Both modes produce the same output: a list of network flows with source/destination IPs, ports, protocols, and byte/packet counters.
DNS Tracing
Understanding where traffic is going requires more than just IP addresses. The operator uses an eBPF program attached to cgroup ingress to intercept DNS responses as they arrive at pods. This lets us build an IP-to-domain mapping without:
- Modifying CoreDNS or any cluster DNS configuration
- Intercepting or proxying DNS queries
- Inspecting application traffic
When a pod resolves api.stripe.com to 52.54.61.135, the operator records that mapping and includes it when flushing metrics. The DevZero platform uses this to label traffic with human-readable domain names.
DNS mappings are cached with a 2-minute TTL and refreshed as new lookups occur.
Pod Metadata Enrichment
The operator runs a Kubernetes informer filtered to pods on its node. When a network flow is observed, the source and destination IPs are correlated with pod metadata (name, namespace) before the metrics are sent to the platform.
DaemonSet Architecture
The operator runs as a DaemonSet with the following configuration:
hostNetwork: true— Required to see node-level conntrack entries- Privileged container — Required for conntrack and eBPF access
- Capabilities:
NET_ADMIN,SYS_RESOURCE— For conntrack table access and eBPF memory limits - Tolerations: all taints — Ensures the operator runs on every node, including control plane nodes
Resource footprint:
- Requests: 50m CPU, 64Mi memory
- Limits: 100m CPU, 128Mi memory
IPv6 support is not yet available. The operator currently tracks IPv4 connections only. If IPv6 monitoring is important to your environment, please let us know at support@devzero.io.
Destination Resolution
When metrics arrive at the DevZero platform, each destination IP is resolved through a cascading lookup:
- Pod — Is this IP assigned to a pod in the cluster?

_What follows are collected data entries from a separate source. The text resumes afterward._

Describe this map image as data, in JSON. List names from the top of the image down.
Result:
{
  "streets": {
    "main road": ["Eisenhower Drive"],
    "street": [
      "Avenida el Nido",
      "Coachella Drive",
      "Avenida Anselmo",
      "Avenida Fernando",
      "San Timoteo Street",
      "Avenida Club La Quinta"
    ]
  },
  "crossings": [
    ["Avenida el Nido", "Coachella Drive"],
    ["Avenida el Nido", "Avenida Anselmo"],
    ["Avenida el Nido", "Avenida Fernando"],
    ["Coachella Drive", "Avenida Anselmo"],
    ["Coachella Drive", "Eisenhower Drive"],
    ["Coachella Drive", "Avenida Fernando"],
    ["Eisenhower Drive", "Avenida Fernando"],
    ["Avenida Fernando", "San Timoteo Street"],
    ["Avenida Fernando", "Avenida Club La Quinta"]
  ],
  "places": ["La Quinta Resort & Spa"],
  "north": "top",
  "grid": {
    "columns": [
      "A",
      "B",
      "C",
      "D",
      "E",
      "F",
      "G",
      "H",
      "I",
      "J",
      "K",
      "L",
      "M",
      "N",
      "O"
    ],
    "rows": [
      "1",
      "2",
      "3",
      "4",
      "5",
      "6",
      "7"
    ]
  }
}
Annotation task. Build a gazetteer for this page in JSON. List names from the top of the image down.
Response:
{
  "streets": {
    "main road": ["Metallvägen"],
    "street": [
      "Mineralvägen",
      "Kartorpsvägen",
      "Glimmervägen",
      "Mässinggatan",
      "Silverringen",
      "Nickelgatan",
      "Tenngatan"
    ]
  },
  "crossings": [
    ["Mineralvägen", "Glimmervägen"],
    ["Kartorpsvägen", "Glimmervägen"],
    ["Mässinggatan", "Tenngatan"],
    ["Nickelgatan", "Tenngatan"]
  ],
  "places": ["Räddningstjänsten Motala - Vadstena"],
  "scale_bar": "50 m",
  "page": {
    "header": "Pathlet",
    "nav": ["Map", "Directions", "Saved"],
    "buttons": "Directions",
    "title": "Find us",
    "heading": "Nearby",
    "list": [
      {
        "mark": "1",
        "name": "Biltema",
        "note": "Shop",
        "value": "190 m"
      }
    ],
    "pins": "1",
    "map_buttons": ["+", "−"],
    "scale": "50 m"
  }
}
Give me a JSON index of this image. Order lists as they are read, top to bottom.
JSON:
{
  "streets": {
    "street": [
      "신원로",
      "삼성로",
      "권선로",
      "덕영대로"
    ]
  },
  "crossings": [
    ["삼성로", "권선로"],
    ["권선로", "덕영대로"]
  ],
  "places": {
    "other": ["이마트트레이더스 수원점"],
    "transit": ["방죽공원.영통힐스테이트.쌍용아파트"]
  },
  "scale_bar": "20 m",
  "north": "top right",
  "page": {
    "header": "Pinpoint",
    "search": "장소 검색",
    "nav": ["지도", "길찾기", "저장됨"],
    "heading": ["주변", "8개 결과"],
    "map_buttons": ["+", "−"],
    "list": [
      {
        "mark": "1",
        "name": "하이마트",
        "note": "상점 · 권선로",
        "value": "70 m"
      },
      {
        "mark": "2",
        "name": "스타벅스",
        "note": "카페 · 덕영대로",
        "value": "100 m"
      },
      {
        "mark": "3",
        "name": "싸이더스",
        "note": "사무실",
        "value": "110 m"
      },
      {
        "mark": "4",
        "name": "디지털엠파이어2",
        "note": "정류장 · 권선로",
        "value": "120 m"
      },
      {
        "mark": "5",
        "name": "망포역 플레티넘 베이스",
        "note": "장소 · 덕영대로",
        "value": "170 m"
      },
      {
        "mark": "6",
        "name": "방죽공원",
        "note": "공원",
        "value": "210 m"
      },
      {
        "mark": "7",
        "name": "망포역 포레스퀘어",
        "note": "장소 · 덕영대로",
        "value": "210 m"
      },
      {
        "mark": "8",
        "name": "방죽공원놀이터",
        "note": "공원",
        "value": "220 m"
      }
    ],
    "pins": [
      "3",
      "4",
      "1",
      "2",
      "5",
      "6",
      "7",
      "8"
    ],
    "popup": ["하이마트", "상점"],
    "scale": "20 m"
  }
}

- Service — Is this a Kubernetes ClusterIP service?
- Node — Is this a node IP?
- Endpoint — Is this an endpoint backing a service?
- External — If none of the above, classify by IP type (public vs. private)
Public IPs (Internet Egress)
If the destination IP is public (globally routable), the traffic is classified as internet egress. If the operator also captured a DNS lookup for that IP, the domain name is attached (e.g., api.stripe.com, s3.amazonaws.com).
Peering & Private Connectivity
Private IPs that don't match any cluster resource are checked against known cloud provider domain patterns:
| Pattern | Classification | Examples |
|---|---|---|
| VPC Endpoints / PrivateLink | private_link | vpce-*.vpce-svc-*.*.vpce.amazonaws.com, *.privatelink.*.azure.com |
| Kubernetes Control Plane | k8s_control_plane | *.eks.amazonaws.com, *.azmk8s.io, *.gke.googleapis.com |
| Cloud Service APIs | cloud_api | *.amazonaws.com, *.googleapis.com, *.vault.azure.net |
| Internal Load Balancers | load_balancer | internal-*.elb.amazonaws.com |
| Instance Metadata (IMDS) | cloud_api | 169.254.169.254 |
This classification is used for both labeling traffic in the dashboard and applying the correct cost rates. See Network Cost Model for details on how costs are calculated.